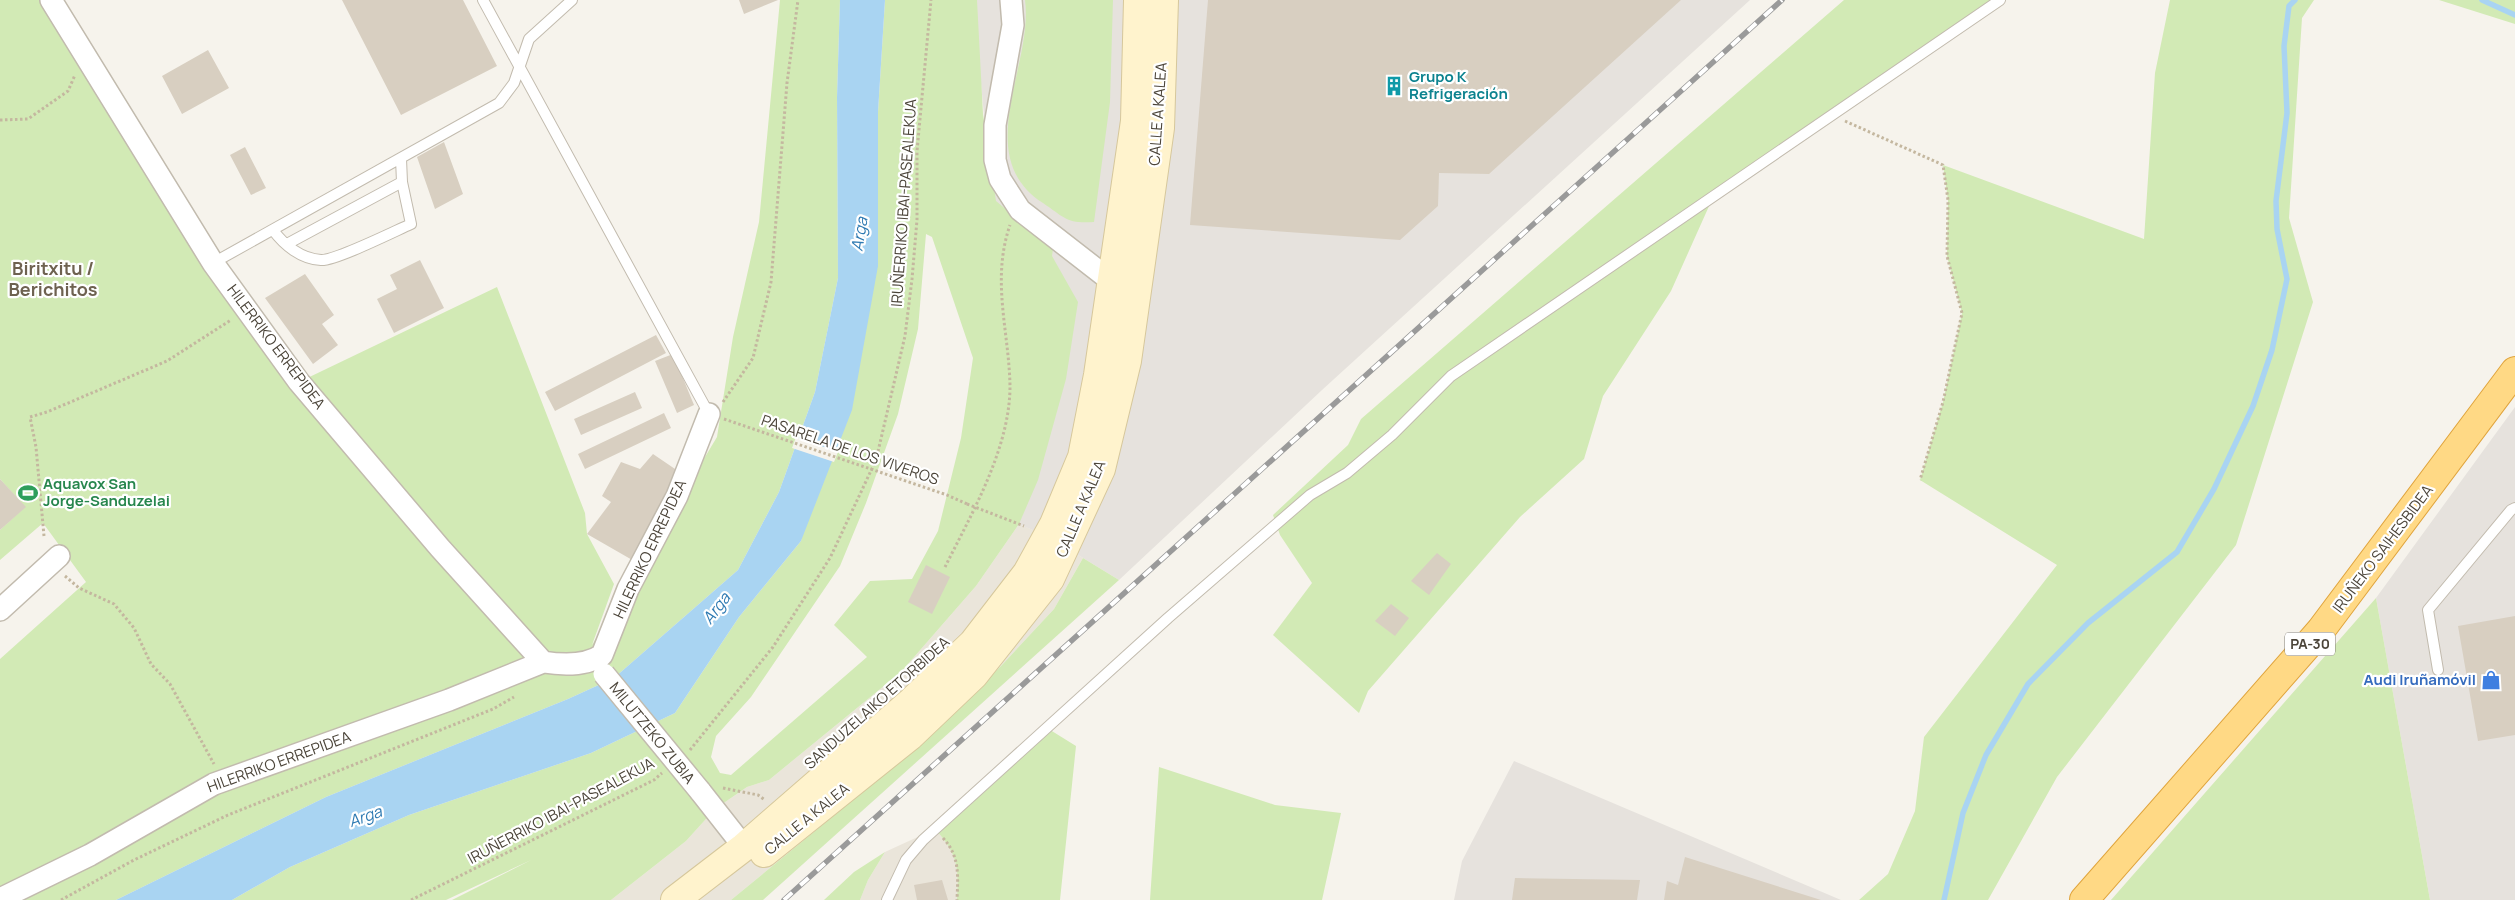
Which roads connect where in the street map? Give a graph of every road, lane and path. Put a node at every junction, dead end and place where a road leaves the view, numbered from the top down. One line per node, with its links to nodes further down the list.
1 (50, 0): 10 (street, HILERRIKO ERREPIDEA)
2 (482, 0): 11 (lane)
3 (572, 0): 11 (lane)
4 (798, 0): 23 (path)
5 (931, 0): 36 (path, IRUÑERRIKO IBAI-PASEALEKUA)
6 (1011, 0): 16 (street)
7 (1138, 0): 20 (main road, CALLE A KALEA)
8 (1164, 0): 46 (main road, CALLE A KALEA)
9 (2000, 0): 12 (lane)
10 (86, 58): 13 (path); 19 (street, HILERRIKO ERREPIDEA)
11 (518, 67): 14 (lane); 23 (lane)
12 (1831, 114): 24 (path); 45 (lane)
13 (0, 120)
14 (400, 159): 15 (lane); 17 (lane)
15 (402, 182): 18 (lane); 18 (lane)
16 (1020, 210): 20 (street); 25 (path)
17 (273, 230): 18 (lane); 19 (lane)
18 (287, 244)
19 (213, 263): 21 (street, HILERRIKO ERREPIDEA)
20 (1110, 280): 46 (main road, CALLE A KALEA)
21 (243, 303): 28 (path); 32 (street, HILERRIKO ERREPIDEA)
22 (2515, 371): 54 (highway, IRUÑEKO SAIHESBIDEA / PA-30)
23 (717, 417): 25 (path, PASARELA DE LOS VIVEROS, bridge); 33 (street, HILERRIKO ERREPIDEA)
24 (1920, 480)
25 (975, 506): 27 (path, PASARELA DE LOS VIVEROS); 30 (path)
26 (2515, 508): 34 (lane)
27 (1024, 526)
28 (44, 536)
29 (62, 566): 31 (street); 40 (path)
30 (945, 566)
31 (0, 610)
32 (543, 662): 33 (street, HILERRIKO ERREPIDEA); 40 (street, HILERRIKO ERREPIDEA)
33 (599, 668): 41 (street, MILUTZEKO ZUBIA, bridge)
34 (2438, 670)
35 (518, 694): 48 (path)
36 (695, 746): 37 (path, IRUÑERRIKO IBAI-PASEALEKUA); 38 (path)
37 (684, 754)
38 (697, 754)
39 (666, 769): 49 (path, IRUÑERRIKO IBAI-PASEALEKUA)
40 (224, 780): 47 (street, HILERRIKO ERREPIDEA)
41 (710, 789): 43 (path); 46 (street, MILUTZEKO ZUBIA)
42 (772, 795): 43 (path)
43 (766, 800): 44 (path)
44 (759, 805)
45 (935, 829): 52 (lane); 53 (path)
46 (748, 855): 50 (main road); 51 (main road)
47 (0, 899)
48 (61, 900)
49 (411, 900)
50 (675, 900)
51 (703, 900)
52 (887, 900)
53 (957, 900)
54 (2084, 900)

------------

= WHAT YOU ARE ASKED TO DO =
Everything in the entries above should be written out again exactly, except the images.

= EXPECTED ANSWER =
Which roads connect where in the street map? Give a graph of every road, lane and path. Put a node at every junction, dead end and place where a road leaves the view, numbered from the top down. One line per node, with its links to nodes further down the list.
1 (50, 0): 10 (street, HILERRIKO ERREPIDEA)
2 (482, 0): 11 (lane)
3 (572, 0): 11 (lane)
4 (798, 0): 23 (path)
5 (931, 0): 36 (path, IRUÑERRIKO IBAI-PASEALEKUA)
6 (1011, 0): 16 (street)
7 (1138, 0): 20 (main road, CALLE A KALEA)
8 (1164, 0): 46 (main road, CALLE A KALEA)
9 (2000, 0): 12 (lane)
10 (86, 58): 13 (path); 19 (street, HILERRIKO ERREPIDEA)
11 (518, 67): 14 (lane); 23 (lane)
12 (1831, 114): 24 (path); 45 (lane)
13 (0, 120)
14 (400, 159): 15 (lane); 17 (lane)
15 (402, 182): 18 (lane); 18 (lane)
16 (1020, 210): 20 (street); 25 (path)
17 (273, 230): 18 (lane); 19 (lane)
18 (287, 244)
19 (213, 263): 21 (street, HILERRIKO ERREPIDEA)
20 (1110, 280): 46 (main road, CALLE A KALEA)
21 (243, 303): 28 (path); 32 (street, HILERRIKO ERREPIDEA)
22 (2515, 371): 54 (highway, IRUÑEKO SAIHESBIDEA / PA-30)
23 (717, 417): 25 (path, PASARELA DE LOS VIVEROS, bridge); 33 (street, HILERRIKO ERREPIDEA)
24 (1920, 480)
25 (975, 506): 27 (path, PASARELA DE LOS VIVEROS); 30 (path)
26 (2515, 508): 34 (lane)
27 (1024, 526)
28 (44, 536)
29 (62, 566): 31 (street); 40 (path)
30 (945, 566)
31 (0, 610)
32 (543, 662): 33 (street, HILERRIKO ERREPIDEA); 40 (street, HILERRIKO ERREPIDEA)
33 (599, 668): 41 (street, MILUTZEKO ZUBIA, bridge)
34 (2438, 670)
35 (518, 694): 48 (path)
36 (695, 746): 37 (path, IRUÑERRIKO IBAI-PASEALEKUA); 38 (path)
37 (684, 754)
38 (697, 754)
39 (666, 769): 49 (path, IRUÑERRIKO IBAI-PASEALEKUA)
40 (224, 780): 47 (street, HILERRIKO ERREPIDEA)
41 (710, 789): 43 (path); 46 (street, MILUTZEKO ZUBIA)
42 (772, 795): 43 (path)
43 (766, 800): 44 (path)
44 (759, 805)
45 (935, 829): 52 (lane); 53 (path)
46 (748, 855): 50 (main road); 51 (main road)
47 (0, 899)
48 (61, 900)
49 (411, 900)
50 (675, 900)
51 (703, 900)
52 (887, 900)
53 (957, 900)
54 (2084, 900)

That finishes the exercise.